- INPUT DATA
== Segment start ==
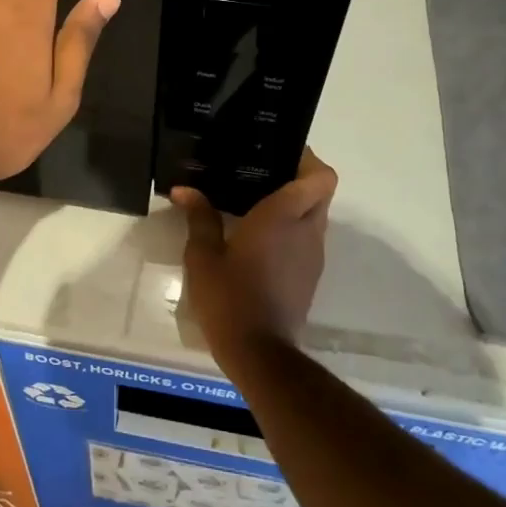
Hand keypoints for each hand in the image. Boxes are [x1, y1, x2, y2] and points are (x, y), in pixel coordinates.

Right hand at [172, 150, 337, 358]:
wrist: (260, 354)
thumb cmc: (230, 298)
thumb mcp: (203, 256)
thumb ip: (199, 217)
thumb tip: (184, 189)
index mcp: (284, 216)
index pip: (321, 177)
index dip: (308, 159)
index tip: (279, 152)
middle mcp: (307, 231)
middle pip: (321, 191)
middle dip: (300, 177)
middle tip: (263, 173)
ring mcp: (312, 255)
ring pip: (316, 215)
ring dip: (295, 204)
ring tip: (256, 200)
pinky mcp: (310, 275)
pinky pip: (308, 237)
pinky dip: (292, 228)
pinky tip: (259, 235)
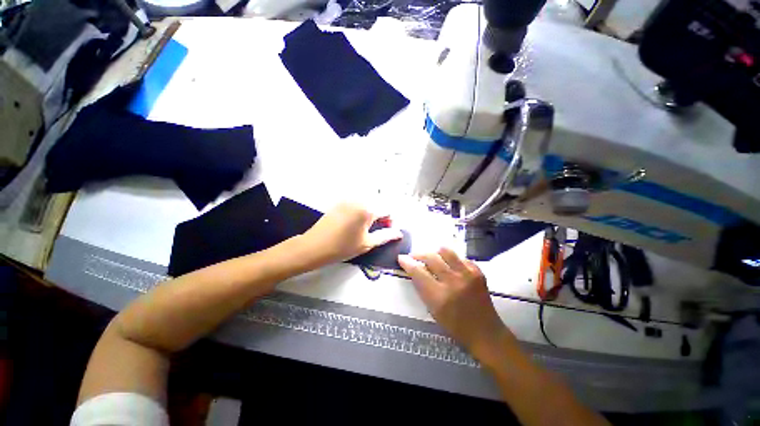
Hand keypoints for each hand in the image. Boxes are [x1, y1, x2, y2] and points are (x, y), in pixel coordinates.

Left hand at [302, 203, 402, 264]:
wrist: (314, 246)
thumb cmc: (342, 247)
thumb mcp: (367, 243)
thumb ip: (386, 236)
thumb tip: (399, 233)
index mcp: (367, 209)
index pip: (388, 210)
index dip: (390, 221)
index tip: (385, 231)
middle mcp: (359, 199)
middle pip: (378, 204)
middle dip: (381, 216)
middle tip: (375, 230)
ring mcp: (348, 199)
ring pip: (368, 203)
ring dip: (371, 213)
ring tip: (364, 227)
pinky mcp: (340, 202)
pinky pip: (357, 203)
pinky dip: (361, 211)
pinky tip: (354, 223)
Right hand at [398, 248, 509, 358]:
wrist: (485, 332)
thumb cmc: (455, 326)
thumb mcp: (433, 310)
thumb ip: (422, 288)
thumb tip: (413, 269)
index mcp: (439, 296)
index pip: (418, 272)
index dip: (407, 263)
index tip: (401, 258)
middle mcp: (453, 282)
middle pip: (431, 257)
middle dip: (418, 254)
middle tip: (414, 256)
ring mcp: (468, 275)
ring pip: (446, 251)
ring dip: (435, 252)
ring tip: (432, 257)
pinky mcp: (478, 272)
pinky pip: (460, 257)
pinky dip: (452, 259)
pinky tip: (450, 265)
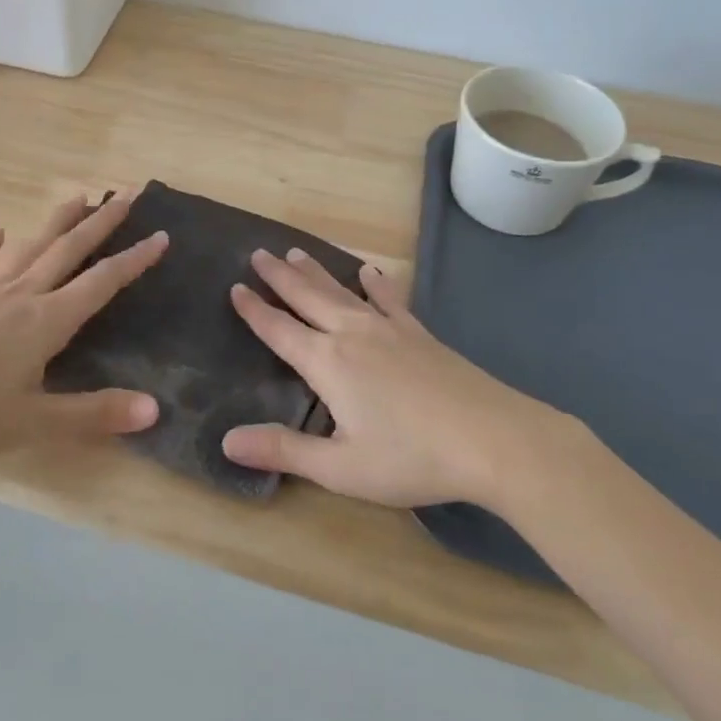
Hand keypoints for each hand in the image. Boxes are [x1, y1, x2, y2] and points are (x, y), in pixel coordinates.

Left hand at [0, 192, 167, 457]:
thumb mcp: (37, 422)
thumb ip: (95, 414)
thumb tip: (155, 409)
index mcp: (47, 320)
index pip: (102, 282)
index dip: (134, 260)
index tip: (161, 235)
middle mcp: (22, 296)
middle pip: (69, 250)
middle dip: (101, 223)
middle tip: (127, 195)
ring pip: (31, 249)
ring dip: (57, 223)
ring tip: (78, 197)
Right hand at [220, 248, 572, 509]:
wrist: (493, 439)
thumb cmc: (412, 458)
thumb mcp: (341, 468)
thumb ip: (283, 450)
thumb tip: (227, 441)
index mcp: (327, 363)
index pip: (279, 329)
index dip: (254, 310)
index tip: (235, 287)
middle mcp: (352, 334)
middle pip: (307, 297)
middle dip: (280, 276)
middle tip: (258, 253)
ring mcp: (388, 329)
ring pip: (341, 290)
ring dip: (316, 271)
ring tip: (296, 252)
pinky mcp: (418, 333)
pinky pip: (388, 298)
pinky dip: (375, 283)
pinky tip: (370, 271)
== Segment end ==
- PROBLEM DESCRIPTION
Word for word, repeat the lines above from the one with "ring pip: (446, 251)" through the one with "ring tip: (78, 197)", and nothing beyond them. Omit the pictures.

- RESPONSE FOR THIS EXERCISE
ring pip: (446, 251)
ring dip: (435, 252)
ring tip: (432, 257)
pinky mcp: (478, 272)
pinky pip: (460, 257)
pinky dip: (452, 259)
pinky tip: (450, 265)
Hand keypoints for each hand in the image. Boxes are [x1, y1, x2, y2] and points are (x, y), in pixel coordinates.

Left hand at [0, 192, 167, 457]:
thumb mcp: (37, 422)
thumb ip: (95, 414)
thumb tip: (155, 409)
index mcp: (47, 320)
index pip: (102, 282)
index dip: (134, 260)
index tip: (161, 235)
middle mcp: (22, 296)
middle pip: (69, 250)
middle dip: (101, 223)
middle tip: (127, 195)
ring pip: (31, 249)
ring dip: (57, 223)
ring tip: (78, 197)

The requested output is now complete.